And though the ultimate timing remains hard to predict, we hope to reach a potential resolution in the coming months. Similarly, coordinated sales processes are ongoing for the $26 million loan secured by the office property in Boston, the $29 million loan securing the Minneapolis Hotel and the $34 million, loan securing the multifamily property in Chicago, which we anticipate all could conclude by the end of the year. During the second quarter, we experienced relatively limited credit migration within the loan portfolio with $120 million loan collateralized by an office property in Denver moved from a risk rating of four to a rating of five. The property has been negatively impacted by local market office leasing dynamics and the sponsor is in the initial stages of marketing the property for sale.
In addition, we also downgraded two other loans, one office and one hotel with an aggregate UPB of about $82 million to a risk rating of four, as the collateral properties have been impacted by varying degrees by leasing challenges and limited market liquidity. The portfolio the loan portfolio risk ratings remained stable quarter-over-quarter.

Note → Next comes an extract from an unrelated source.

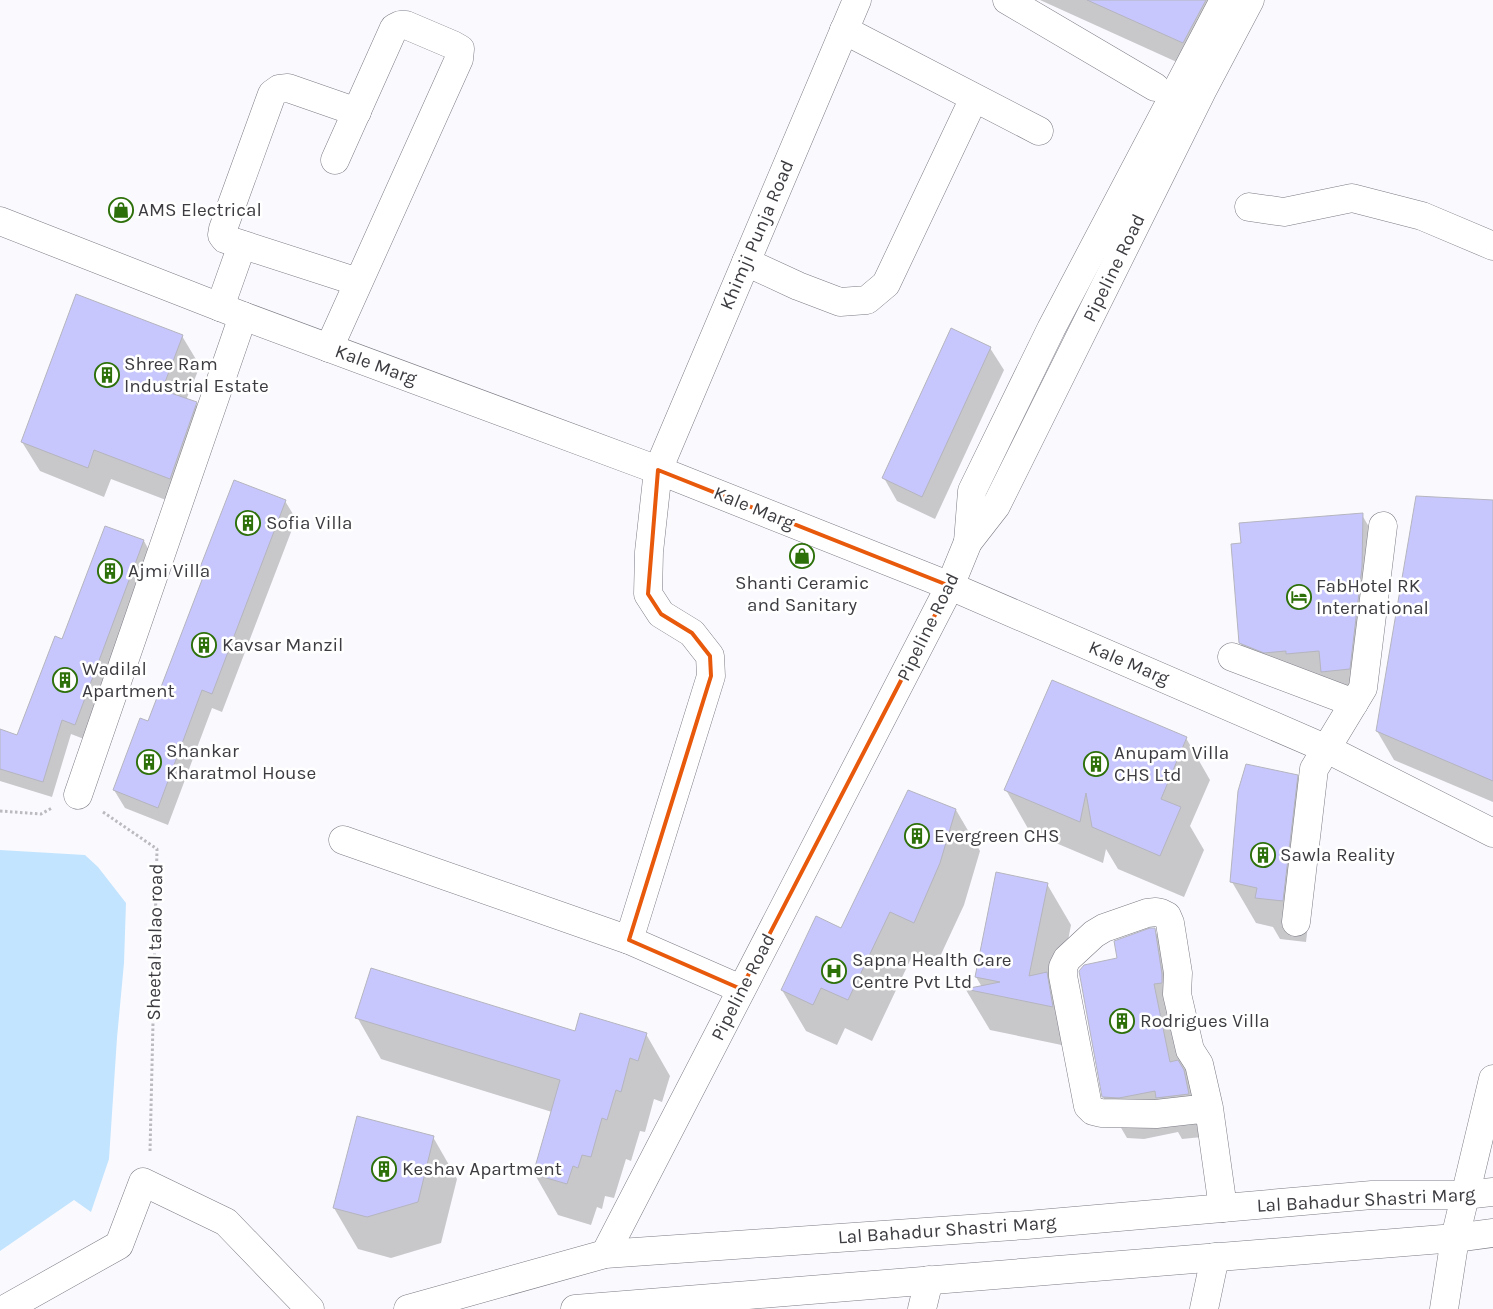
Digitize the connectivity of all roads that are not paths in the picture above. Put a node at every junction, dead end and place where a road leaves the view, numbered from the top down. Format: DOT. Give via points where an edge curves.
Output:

We’re encouraged by the progress we’ve made so far addressing the non-accrual loans and are pleased to see that most of our high-quality institutional sponsors continue to support their properties and are progressing on their business plans and what we expect to be a slowly improving market. We ended the second quarter with total loan portfolio commitments of $2.7 billion and an outstanding principal balance of about $2.6 billion with about $118 million of future fundings, which account for only about 4% of total commitments.
Our loan portfolio remains well diversified across regions and property types and includes 68 loan investments with an average size of about $38 million and a weighted average LTV stabilized LTV at origination of 63.7%. Our realized loan portfolio yield for the second quarter was about 7%, net of the impact of the non-accrual loans, which we estimate to be approximately 229 basis points for the three months ended June 30th. During the quarter, we funded about $17 million of existing loan commitments and upsizes and realized about $104 million of UPB loan repayments, pay downs, amortization and resolutions. So far in the third quarter, we have funded about $3 million of existing loan commitments and realized about $143 million of loan repayments, pay downs and loan resolutions.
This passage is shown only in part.